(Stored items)
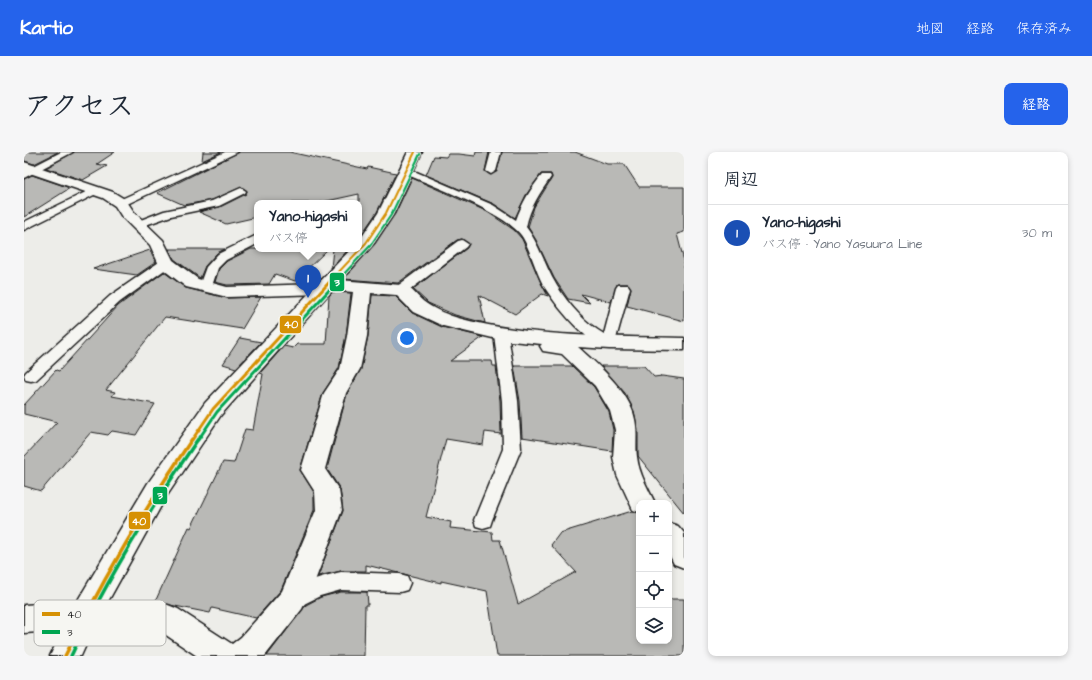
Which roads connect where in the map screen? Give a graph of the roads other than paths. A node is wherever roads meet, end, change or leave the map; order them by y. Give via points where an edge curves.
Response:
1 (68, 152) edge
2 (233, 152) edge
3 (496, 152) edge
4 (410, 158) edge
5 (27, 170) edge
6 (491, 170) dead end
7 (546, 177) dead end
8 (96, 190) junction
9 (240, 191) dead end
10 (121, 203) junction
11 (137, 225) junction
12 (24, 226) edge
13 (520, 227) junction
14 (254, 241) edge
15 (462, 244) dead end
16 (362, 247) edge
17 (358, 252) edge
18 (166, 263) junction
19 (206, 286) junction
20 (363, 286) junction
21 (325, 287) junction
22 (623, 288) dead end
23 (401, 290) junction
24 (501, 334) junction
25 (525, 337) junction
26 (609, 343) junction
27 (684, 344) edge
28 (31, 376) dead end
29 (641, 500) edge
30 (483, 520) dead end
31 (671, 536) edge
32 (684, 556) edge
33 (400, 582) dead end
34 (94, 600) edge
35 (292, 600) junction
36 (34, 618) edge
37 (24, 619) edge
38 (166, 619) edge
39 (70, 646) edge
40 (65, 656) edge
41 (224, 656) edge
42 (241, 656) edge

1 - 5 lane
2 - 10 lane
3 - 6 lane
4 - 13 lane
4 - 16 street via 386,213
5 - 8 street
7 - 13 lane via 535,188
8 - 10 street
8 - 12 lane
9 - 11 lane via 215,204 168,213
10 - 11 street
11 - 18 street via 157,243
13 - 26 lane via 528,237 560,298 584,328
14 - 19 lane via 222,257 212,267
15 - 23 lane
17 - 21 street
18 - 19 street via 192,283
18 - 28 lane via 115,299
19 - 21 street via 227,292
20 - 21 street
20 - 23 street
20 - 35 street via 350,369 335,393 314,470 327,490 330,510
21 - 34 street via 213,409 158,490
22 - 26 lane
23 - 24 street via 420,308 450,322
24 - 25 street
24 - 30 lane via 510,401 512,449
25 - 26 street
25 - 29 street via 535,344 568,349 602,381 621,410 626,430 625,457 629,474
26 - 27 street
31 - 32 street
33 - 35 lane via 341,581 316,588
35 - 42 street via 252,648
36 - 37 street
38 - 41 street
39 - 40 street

* WHAT YOU SHOULD DO: What is needed is every entry above, repeated exactly, with the pictures dropped.

* TASK SOLUTION:
Which roads connect where in the map screen? Give a graph of the roads other than paths. A node is wherever roads meet, end, change or leave the map; order them by y. Give via points where an edge curves.
Response:
1 (68, 152) edge
2 (233, 152) edge
3 (496, 152) edge
4 (410, 158) edge
5 (27, 170) edge
6 (491, 170) dead end
7 (546, 177) dead end
8 (96, 190) junction
9 (240, 191) dead end
10 (121, 203) junction
11 (137, 225) junction
12 (24, 226) edge
13 (520, 227) junction
14 (254, 241) edge
15 (462, 244) dead end
16 (362, 247) edge
17 (358, 252) edge
18 (166, 263) junction
19 (206, 286) junction
20 (363, 286) junction
21 (325, 287) junction
22 (623, 288) dead end
23 (401, 290) junction
24 (501, 334) junction
25 (525, 337) junction
26 (609, 343) junction
27 (684, 344) edge
28 (31, 376) dead end
29 (641, 500) edge
30 (483, 520) dead end
31 (671, 536) edge
32 (684, 556) edge
33 (400, 582) dead end
34 (94, 600) edge
35 (292, 600) junction
36 (34, 618) edge
37 (24, 619) edge
38 (166, 619) edge
39 (70, 646) edge
40 (65, 656) edge
41 (224, 656) edge
42 (241, 656) edge

1 - 5 lane
2 - 10 lane
3 - 6 lane
4 - 13 lane
4 - 16 street via 386,213
5 - 8 street
7 - 13 lane via 535,188
8 - 10 street
8 - 12 lane
9 - 11 lane via 215,204 168,213
10 - 11 street
11 - 18 street via 157,243
13 - 26 lane via 528,237 560,298 584,328
14 - 19 lane via 222,257 212,267
15 - 23 lane
17 - 21 street
18 - 19 street via 192,283
18 - 28 lane via 115,299
19 - 21 street via 227,292
20 - 21 street
20 - 23 street
20 - 35 street via 350,369 335,393 314,470 327,490 330,510
21 - 34 street via 213,409 158,490
22 - 26 lane
23 - 24 street via 420,308 450,322
24 - 25 street
24 - 30 lane via 510,401 512,449
25 - 26 street
25 - 29 street via 535,344 568,349 602,381 621,410 626,430 625,457 629,474
26 - 27 street
31 - 32 street
33 - 35 lane via 341,581 316,588
35 - 42 street via 252,648
36 - 37 street
38 - 41 street
39 - 40 street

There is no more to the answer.